The Conservatives have Norris and Chan. The Liberals have Seagal.
Honorable Mention: Tony Jaa. This man takes animal rights activism to a whole new level.
This is partisan politics at its best.
I Should Coco, Because All My Friends Are Dead
So it's come to this. I, author, manipulating and guilting myself to start writing. We've all had that moment, or for the more awkwardly-prone of us, moments, where our dream scenario runs all too perfectly. Kiss and make up, get that job, write 8 hours everyday until you get discovered and carried to Hollywood via throne carried by underlings. Then reality. The reality never leaps on to you, never jumps and you and slaps you in the face, telling you what an idiot you are for thinking things would be easier. It sort of creeps up on you...very slowly and awkwardly. The morning of the interview, you might accidentally brush your teeth with shampoo. A small symptom of epic failure. But who ever sees it coming?
Something smells off. The receptionist looks at you a little funny. And before you know it, you're stuttering and listing off your greatest weaknesses like it was your pastor asking you.
For those of us lucky enough to be sane in America (the number is dwindling), these are mere moments. We learn to chide ourselves for being too optimistic, but at the same time, know better than to jump out the nearest three-story window when we accidentally brush our teeth with shampoo.
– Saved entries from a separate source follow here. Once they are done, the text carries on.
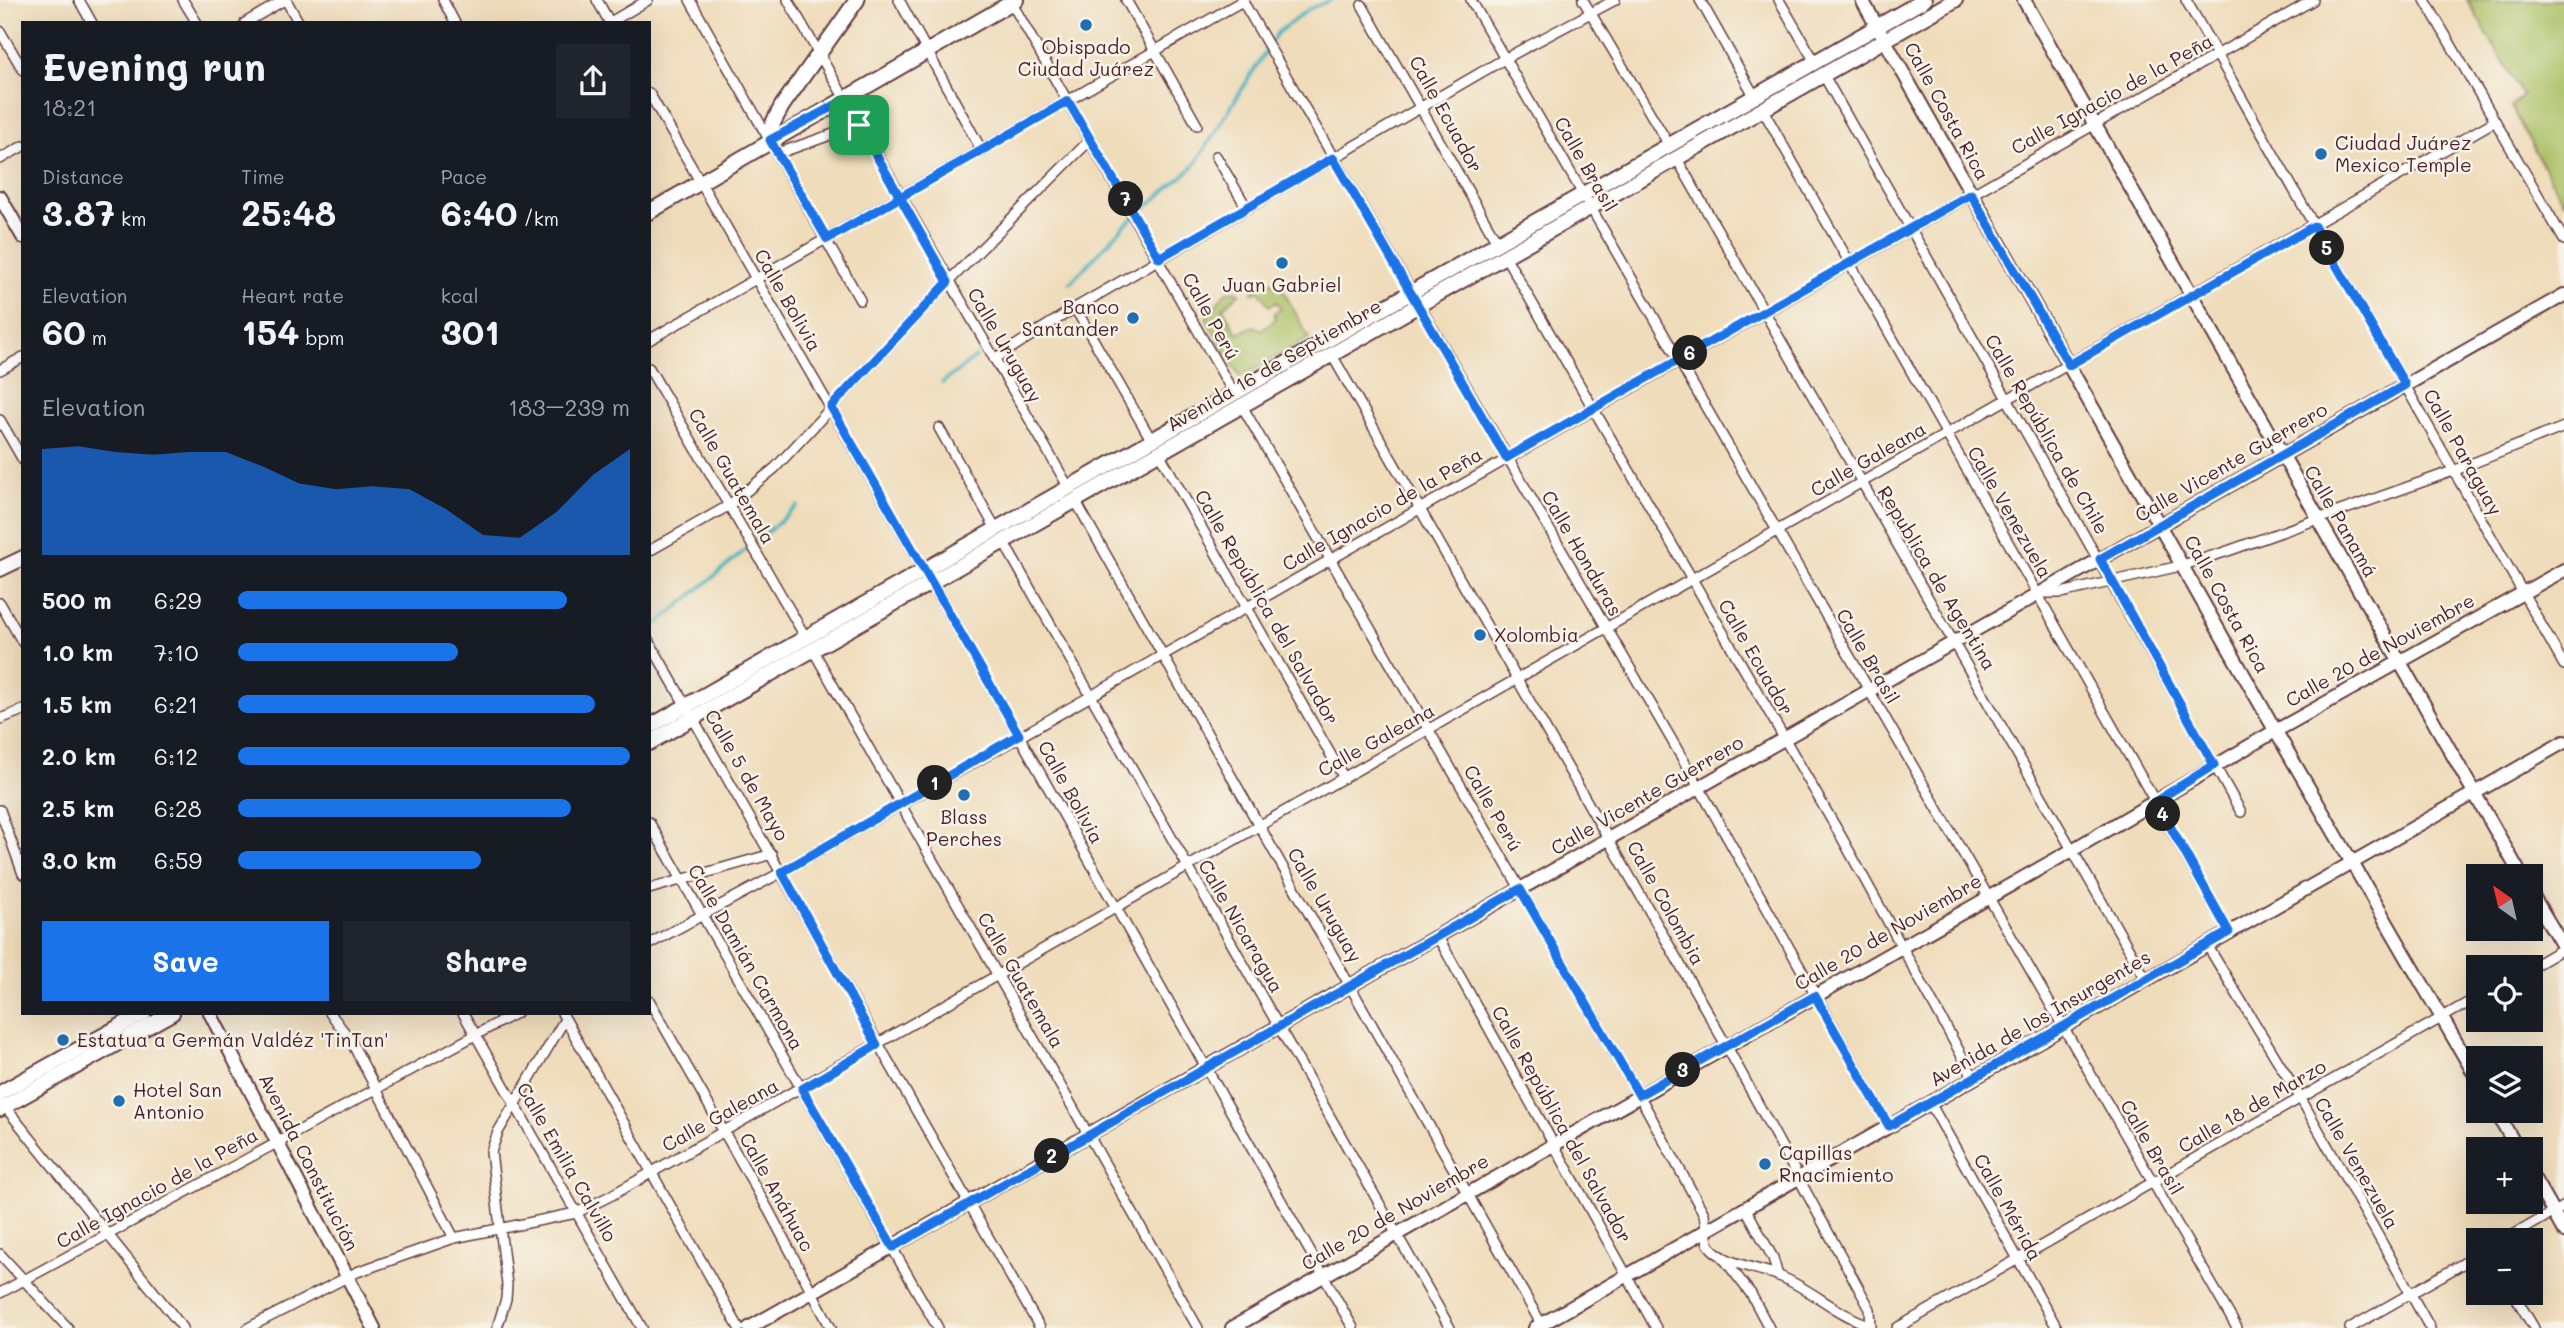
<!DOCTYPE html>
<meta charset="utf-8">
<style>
body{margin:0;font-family:Mali,sans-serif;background:#20242c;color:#f1f3f6;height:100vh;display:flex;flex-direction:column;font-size:26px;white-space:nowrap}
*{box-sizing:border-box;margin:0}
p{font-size:23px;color:#9ea1a6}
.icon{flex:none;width:38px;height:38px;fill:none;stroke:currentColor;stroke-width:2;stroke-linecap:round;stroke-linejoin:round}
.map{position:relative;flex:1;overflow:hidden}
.sheet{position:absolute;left:21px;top:21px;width:630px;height:994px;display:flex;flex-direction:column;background:#171b24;border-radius:0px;box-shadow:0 7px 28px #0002}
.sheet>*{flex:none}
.needle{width:46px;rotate:326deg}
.fabs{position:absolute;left:2466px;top:864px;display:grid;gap:14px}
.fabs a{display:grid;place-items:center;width:77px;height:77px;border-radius:0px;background:#171b24;box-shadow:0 7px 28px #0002;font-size:35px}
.pin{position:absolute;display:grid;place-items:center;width:60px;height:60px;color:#fff;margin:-30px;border-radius:14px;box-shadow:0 4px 10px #0006}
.km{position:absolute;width:35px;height:35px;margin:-18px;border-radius:50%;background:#222;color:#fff;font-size:19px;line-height:35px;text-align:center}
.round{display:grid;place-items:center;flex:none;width:74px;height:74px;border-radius:0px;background:#20242c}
.summary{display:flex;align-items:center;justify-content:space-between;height:119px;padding:0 21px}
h1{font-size:38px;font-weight:700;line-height:52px}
.metrics{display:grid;grid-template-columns:repeat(3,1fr);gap:10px;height:119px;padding:7px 21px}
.metrics div{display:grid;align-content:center}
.metrics b{font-size:35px;font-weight:700}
.metrics small{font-size:19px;font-weight:400}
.metrics p{font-size:19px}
.chart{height:196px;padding:14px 21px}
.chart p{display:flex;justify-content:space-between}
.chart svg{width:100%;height:126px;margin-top:7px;fill:#1a73e8;opacity:.7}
.primary-button{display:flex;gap:14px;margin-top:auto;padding:14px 21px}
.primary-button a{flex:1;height:80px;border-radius:0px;background:#1a73e8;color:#fff;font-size:28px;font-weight:700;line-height:80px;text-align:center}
.primary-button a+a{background:#20242c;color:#f1f3f6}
ul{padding:0 21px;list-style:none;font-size:23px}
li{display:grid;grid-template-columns:112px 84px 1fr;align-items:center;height:52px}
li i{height:18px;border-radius:9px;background:#1a73e8}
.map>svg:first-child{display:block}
</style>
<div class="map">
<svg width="2564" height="1328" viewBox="0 0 2564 1328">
<rect width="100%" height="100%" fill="#f7f3e8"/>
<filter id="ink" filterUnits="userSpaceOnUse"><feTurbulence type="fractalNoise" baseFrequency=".0143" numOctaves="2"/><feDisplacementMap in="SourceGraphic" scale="14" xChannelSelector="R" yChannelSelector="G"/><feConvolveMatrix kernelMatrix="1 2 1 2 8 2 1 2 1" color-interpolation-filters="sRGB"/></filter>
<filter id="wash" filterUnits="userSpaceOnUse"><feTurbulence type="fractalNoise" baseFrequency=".00686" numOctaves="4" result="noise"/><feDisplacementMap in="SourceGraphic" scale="28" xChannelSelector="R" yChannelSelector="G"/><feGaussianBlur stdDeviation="1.57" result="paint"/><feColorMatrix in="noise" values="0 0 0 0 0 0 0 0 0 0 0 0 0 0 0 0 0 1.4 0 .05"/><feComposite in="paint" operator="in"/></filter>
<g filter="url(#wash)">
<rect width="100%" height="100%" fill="#efdcba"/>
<g fill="#abc166" stroke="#7a7048" stroke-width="2">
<polygon points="2467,0 2564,0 2564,204 2511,107 2523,95"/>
<polygon points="1278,281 1309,338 1240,377 1206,318 1226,292 1236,291 1240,293 1223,308 1237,333 1254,326 1262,330 1276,319 1274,314 1281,309 1277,302 1269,306 1259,290 1252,293 1256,285"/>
</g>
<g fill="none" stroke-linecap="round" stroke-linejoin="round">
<g stroke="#41b0bd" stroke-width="3.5">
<polyline points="1070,283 1124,226 1194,166 1277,33 1309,9 1331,0"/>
<polyline points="942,383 976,357"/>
<polyline points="649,631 798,506"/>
</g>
</g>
</g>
<g filter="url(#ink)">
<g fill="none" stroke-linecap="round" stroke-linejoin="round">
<g stroke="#633b40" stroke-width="12">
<g id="street">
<polyline points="79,0 92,23"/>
<polyline points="183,0 197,23"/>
<polyline points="286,0 299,23"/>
<polyline points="443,0 455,23"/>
<polyline points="597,0 610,23"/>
<polyline points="690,0 860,300"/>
<polyline points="788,0 1069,488"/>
<polyline points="899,0 982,151"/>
<polyline points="1010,0 1234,394"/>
<polyline points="1126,0 1197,125"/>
<polyline points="1242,0 1699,787 1889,1126"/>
<polyline points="1471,0 2237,1328"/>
<polyline points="1583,0 1669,145"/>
<polyline points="1700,0 1755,97"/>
<polyline points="1779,0 1815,62"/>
<polyline points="2186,0 2564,665"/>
<polyline points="2425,0 2564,240"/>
<polyline points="1362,5 1497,242"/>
<polyline points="245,23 284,0"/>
<polyline points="609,23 648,0"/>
<polyline points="0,31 23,70"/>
<polyline points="1823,74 2241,812"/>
<polyline points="649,93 1000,702 1353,1328"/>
<polyline points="1763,110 2229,932"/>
<polyline points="779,153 859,125"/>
<polyline points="1216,156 1247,208"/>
<polyline points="0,159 23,146"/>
<polyline points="1677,159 2146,979"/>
<polyline points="1505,256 1842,838 1974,1078"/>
<polyline points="1075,308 1152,441"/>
<polyline points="649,340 1244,0"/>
<polyline points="1332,355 1726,1045 1870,1309 1871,1328"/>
<polyline points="994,359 1075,308 1506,58 1615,0"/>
<polyline points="649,368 806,638"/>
<polyline points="0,370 23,357"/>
<path d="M1242 406 1639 1095 1704 1214 1708 1244C1722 1264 1755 1267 1777 1275 1810 1288 1836 1314 1869 1325"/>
<polyline points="0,420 23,460"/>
<polyline points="939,428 996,529"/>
<polyline points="1159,453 1344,778"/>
<polyline points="1075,500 1543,1327"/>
<polyline points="1003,541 1450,1328"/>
<polyline points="649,551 728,506 775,468 948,282 1090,140"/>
<polyline points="2044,593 2061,593 2176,567 2225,552 2453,471 2564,427"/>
<polyline points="0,603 23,643"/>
<polyline points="649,641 1040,1328"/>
<polyline points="813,650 1198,1328"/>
<polyline points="0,719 23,710"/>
<polyline points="0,810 23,874"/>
<polyline points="649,822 938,1328"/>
<polyline points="649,889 772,854"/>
<polyline points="1438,937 1656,1328"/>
<polyline points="649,944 782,872 2313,0"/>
<polyline points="2207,945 2301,1099 2430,1328"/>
<polyline points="2530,968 2564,948"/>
<polyline points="649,1000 769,1211 831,1328"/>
<polyline points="330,1013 351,1041 454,1238"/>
<polyline points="463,1013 642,1328"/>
<polyline points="562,1013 739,1328"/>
<polyline points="2,1103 183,1328"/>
<polyline points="1930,1103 2057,1328"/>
<polyline points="1746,1209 1773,1258 1778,1276"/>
<polyline points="2503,1241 2564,1206"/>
<polyline points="0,1254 68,1328"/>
<polyline points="1724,1259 1751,1294 1769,1328"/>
<polyline points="0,1293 516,1013"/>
<polyline points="2518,1301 2534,1328"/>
<polyline points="248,1328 357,1272 454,1238 576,1213 612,1195 2495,121"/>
<polyline points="497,1328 506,1299 507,1285 491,1152 498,1132 565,1019"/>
<polyline points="1897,1328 2478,997"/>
<polyline points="2350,1328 2478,1255"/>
</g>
</g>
<g stroke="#633b40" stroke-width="16">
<g id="secondary">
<polyline points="1862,0 2275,730 2478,1080"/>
<polyline points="2024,0 2522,877"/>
<polyline points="0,197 23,237"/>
<polyline points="2530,891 2564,948"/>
<polyline points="210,1013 374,1328"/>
<polyline points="2496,1111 2518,1150"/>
<polyline points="2530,1172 2564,1231"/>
<polyline points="749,1328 2564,295"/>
<polyline points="1232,1328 2074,849 2270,734 2564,570"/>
<polyline points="1535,1328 2564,742"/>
</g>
</g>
<g stroke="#633b40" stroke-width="18">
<g id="primary">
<polyline points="770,140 773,123 782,106 857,0"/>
<polyline points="649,212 1016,0"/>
<polyline points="0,569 23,558"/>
<polyline points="649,727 1924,0"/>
<polyline points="649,743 1955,0"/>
<polyline points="0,1093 144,1013"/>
<polyline points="0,1109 172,1013"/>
</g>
</g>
<use href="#street" stroke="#fff" stroke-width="9"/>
<use href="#secondary" stroke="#fff" stroke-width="12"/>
<use href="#primary" stroke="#fff" stroke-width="14"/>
</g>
</g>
<g fill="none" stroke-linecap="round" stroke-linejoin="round" filter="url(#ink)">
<g stroke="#fff" stroke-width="14">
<path id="route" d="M859 125 948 282 831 407 1019 735 782 872 877 1045 802 1089 893 1247 1520 889 1639 1095 1815 996 1889 1126 2229 932 2156 801 2214 765 2100 559 2405 385 2314 226 2069 365 1971 194 1506 458 1333 158 1159 258 1068 101C988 147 907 193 827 239L770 140 845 100 859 125"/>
</g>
<use href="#route" stroke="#1a73e8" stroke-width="9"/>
</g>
<g fill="#1f6fb2" stroke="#f7f3e8" stroke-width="2.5">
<circle cx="1086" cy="25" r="7"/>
<circle cx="2321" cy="154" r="7"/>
<circle cx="1282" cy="263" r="7"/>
<circle cx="1133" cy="318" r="7"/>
<circle cx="1480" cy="635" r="7"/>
<circle cx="964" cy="795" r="7"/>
<circle cx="63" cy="1040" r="7"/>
<circle cx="119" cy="1101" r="7"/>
<circle cx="1765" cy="1164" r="7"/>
</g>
<g text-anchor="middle" stroke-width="5" stroke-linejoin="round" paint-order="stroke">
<g font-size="19" fill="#4a1f2b" stroke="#f7f3e8" text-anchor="start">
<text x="1086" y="54" text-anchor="middle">Obispado<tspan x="1086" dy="22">Ciudad Juárez</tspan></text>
<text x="2335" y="150">Ciudad Juárez<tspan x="2335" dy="22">Mexico Temple</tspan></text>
<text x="1282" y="292" text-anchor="middle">Juan Gabriel</text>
<text x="1119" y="314" text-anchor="end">Banco<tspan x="1119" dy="22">Santander</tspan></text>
<text x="1494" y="642">Xolombia</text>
<text x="964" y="824" text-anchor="middle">Blass<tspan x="964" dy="22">Perches</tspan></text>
<text x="77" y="1047">Estatua a Germán Valdéz 'TinTan'</text>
<text x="133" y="1097">Hotel San<tspan x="133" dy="22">Antonio</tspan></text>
<text x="1779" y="1160">Capillas<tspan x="1779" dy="22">Rnacimiento</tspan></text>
</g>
<g font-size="19" fill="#4a1f2b" stroke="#f7f3e8">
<text transform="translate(2112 94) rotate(-29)" y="7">Calle Ignacio de la Peña</text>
<text transform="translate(1947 111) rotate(61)" y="7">Calle Costa Rica</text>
<text transform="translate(1446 114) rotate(61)" y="7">Calle Ecuador</text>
<text transform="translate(1586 164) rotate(60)" y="7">Calle Brasil</text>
<text transform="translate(788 300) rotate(60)" y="7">Calle Bolivia</text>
<text transform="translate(1211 316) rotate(61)" y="7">Calle Perú</text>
<text transform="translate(1005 345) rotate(60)" y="7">Calle Uruguay</text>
<text transform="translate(1274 365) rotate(-30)" y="7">Avenida 16 de Septiembre</text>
<text transform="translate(2047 434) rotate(60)" y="7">Calle República de Chile</text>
<text transform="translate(2463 452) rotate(61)" y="7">Calle Paraguay</text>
<text transform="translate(1868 459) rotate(-30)" y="7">Calle Galeana</text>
<text transform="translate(2231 462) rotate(-30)" y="7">Calle Vicente Guerrero</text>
<text transform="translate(732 476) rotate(60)" y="7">Calle Guatemala</text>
<text transform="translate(1382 509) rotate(-30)" y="7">Calle Ignacio de la Peña</text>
<text transform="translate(2010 512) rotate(60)" y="7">Calle Venezuela</text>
<text transform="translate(2341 521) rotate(60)" y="7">Calle Panamá</text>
<text transform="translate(1582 553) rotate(60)" y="7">Calle Honduras</text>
<text transform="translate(1937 578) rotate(59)" y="7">Republica de Agentina</text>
<text transform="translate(2227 604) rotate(61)" y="7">Calle Costa Rica</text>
<text transform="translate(1267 607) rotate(60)" y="7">Calle República del Salvador</text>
<text transform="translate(2380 650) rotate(-29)" y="7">Calle 20 de Noviembre</text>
<text transform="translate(1868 656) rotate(60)" y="7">Calle Brasil</text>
<text transform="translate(1756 657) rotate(60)" y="7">Calle Ecuador</text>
<text transform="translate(1376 740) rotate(-29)" y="7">Calle Galeana</text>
<text transform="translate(747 775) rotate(60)" y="7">Calle 5 de Mayo</text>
<text transform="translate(1071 792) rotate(61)" y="7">Calle Bolivia</text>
<text transform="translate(1647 795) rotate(-30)" y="7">Calle Vicente Guerrero</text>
<text transform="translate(1493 808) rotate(60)" y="7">Calle Perú</text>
<text transform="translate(1666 903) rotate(61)" y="7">Calle Colombia</text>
<text transform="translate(1325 905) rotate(60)" y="7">Calle Uruguay</text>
<text transform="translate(1241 926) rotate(60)" y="7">Calle Nicaragua</text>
<text transform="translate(1888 932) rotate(-30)" y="7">Calle 20 de Noviembre</text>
<text transform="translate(746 957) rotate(60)" y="7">Calle Damián Carmona</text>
<text transform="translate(1021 980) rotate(60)" y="7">Calle Guatemala</text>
<text transform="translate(2040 1018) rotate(-30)" y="7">Avenida de los Insurgentes</text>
<text transform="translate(2252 1106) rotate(-30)" y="7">Calle 18 de Marzo</text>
<text transform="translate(720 1115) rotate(-29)" y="7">Calle Galeana</text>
<text transform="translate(1562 1124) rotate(61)" y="7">Calle República del Salvador</text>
<text transform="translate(2152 1147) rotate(60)" y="7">Calle Brasil</text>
<text transform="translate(309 1162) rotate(63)" y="7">Avenida Constitución</text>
<text transform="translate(567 1162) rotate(60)" y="7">Calle Emilia Calvillo</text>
<text transform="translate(2357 1163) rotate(60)" y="7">Calle Venezuela</text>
<text transform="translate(157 1188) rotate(-29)" y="7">Calle Ignacio de la Peña</text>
<text transform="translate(777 1192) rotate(61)" y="7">Calle Anáhuac</text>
<text transform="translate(2008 1207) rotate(61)" y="7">Calle Mérida</text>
<text transform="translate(1395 1212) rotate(-30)" y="7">Calle 20 de Noviembre</text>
</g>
</g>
</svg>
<div class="fabs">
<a><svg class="needle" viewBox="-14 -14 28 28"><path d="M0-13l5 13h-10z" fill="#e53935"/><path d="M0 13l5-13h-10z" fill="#9ea1a6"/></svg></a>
<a><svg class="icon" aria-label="locate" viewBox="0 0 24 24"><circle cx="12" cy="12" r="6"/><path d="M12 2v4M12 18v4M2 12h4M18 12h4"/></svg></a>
<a><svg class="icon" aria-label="layers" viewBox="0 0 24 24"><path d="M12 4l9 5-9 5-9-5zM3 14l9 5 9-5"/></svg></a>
<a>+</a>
<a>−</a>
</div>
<div class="pin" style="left:859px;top:125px;background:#1e9e55"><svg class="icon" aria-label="arrive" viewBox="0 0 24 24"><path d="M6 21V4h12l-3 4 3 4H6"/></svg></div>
<b class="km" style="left:935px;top:783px">1</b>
<b class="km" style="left:1052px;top:1156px">2</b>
<b class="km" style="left:1683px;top:1070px">3</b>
<b class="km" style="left:2163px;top:814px">4</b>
<b class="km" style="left:2327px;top:248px">5</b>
<b class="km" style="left:1690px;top:353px">6</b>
<b class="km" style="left:1126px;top:199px">7</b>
<section class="sheet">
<div class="summary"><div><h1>Evening run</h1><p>18:21</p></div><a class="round"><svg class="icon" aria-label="share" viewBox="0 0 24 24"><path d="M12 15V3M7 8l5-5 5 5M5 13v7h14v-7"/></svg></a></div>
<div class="metrics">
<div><p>Distance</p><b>3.87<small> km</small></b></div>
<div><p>Time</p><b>25:48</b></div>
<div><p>Pace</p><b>6:40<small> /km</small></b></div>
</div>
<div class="metrics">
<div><p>Elevation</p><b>60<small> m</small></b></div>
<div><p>Heart rate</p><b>154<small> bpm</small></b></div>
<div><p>kcal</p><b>301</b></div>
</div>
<div class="chart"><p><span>Elevation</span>183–239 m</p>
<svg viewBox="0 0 160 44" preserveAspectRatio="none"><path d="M0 44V7L10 6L20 8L30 9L40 8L50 8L60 13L70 19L80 21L90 20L100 21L110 28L120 37L130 38L140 29L150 16L160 7V44z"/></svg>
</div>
<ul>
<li><b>500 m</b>6:29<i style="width:84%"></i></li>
<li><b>1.0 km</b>7:10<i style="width:56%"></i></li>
<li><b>1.5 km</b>6:21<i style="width:91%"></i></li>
<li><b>2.0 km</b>6:12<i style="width:100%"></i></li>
<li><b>2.5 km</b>6:28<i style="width:85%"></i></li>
<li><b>3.0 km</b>6:59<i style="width:62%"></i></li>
</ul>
<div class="primary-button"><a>Save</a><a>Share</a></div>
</section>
</div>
Those are just moments. Unless you go to art school. In which case, it turns into a lifetime. Of 'moments'.
The thing is, it's not a....bad life per se. Minimum wage jobs and all the cheap booze a half broke person can buy. Mmm! You wake up, give yourself an extra hour to start working. You start working, give yourself an extra two to catch up on your favorite television program. Get drunk, give yourself an extra day to recuperate. And then the avalanche. Hours into days. Days into months. Months into years. Before you know it, you've become so old that the "mailbox" you place your screenplay in is really just a cleverly disguised trashcan your significant other created to spare you the embarassment. And you didn't even know the difference! Ah, the life of an artist!
It's scary, it's sad, it's insecure. And that's why it attracts the craziest of us. A good chunk of this country is depressed, and a good chunk more are gluttons for punishment. There are too-good-to-be-true moments where all you need to do is hit pause in your mind, let things crawl a bit, and keep everything in a beautiful equilibrium. But no. Not for the artists. Maybe its being so used to being in a constant state of despair. Happiness is strange, and elicits a near-paranoia. Why am I happy? Is someone plotting to kill me? Is there some sort of evil conspiracy going on to make life happy for the next 50 years and then kill me of old age?
The constant tension is that the days don't go any slower when you're looking to work in entertainment. Every day, your friends bring home ten times more money than you, and logically they're ten times closer to a comfortable life. Meanwhile, you try to convince yourself that a bottle of liquor will release the brilliant artist hiding inside you....and then you puke the little bastard out four hours later.
To say I'm lost would a bit cliche, because its not that I don't know where I am. I just refuse to accept that as the truth. It's a weigh station, right? Byways, highways, and surface roads full of traffic.
And like a true artist, I'm taking up valuable webspace to write inane thoughts.
And like a true artist, I'm writing the end before the end should be written.
Gotta love those fake artists. You know, the successful ones.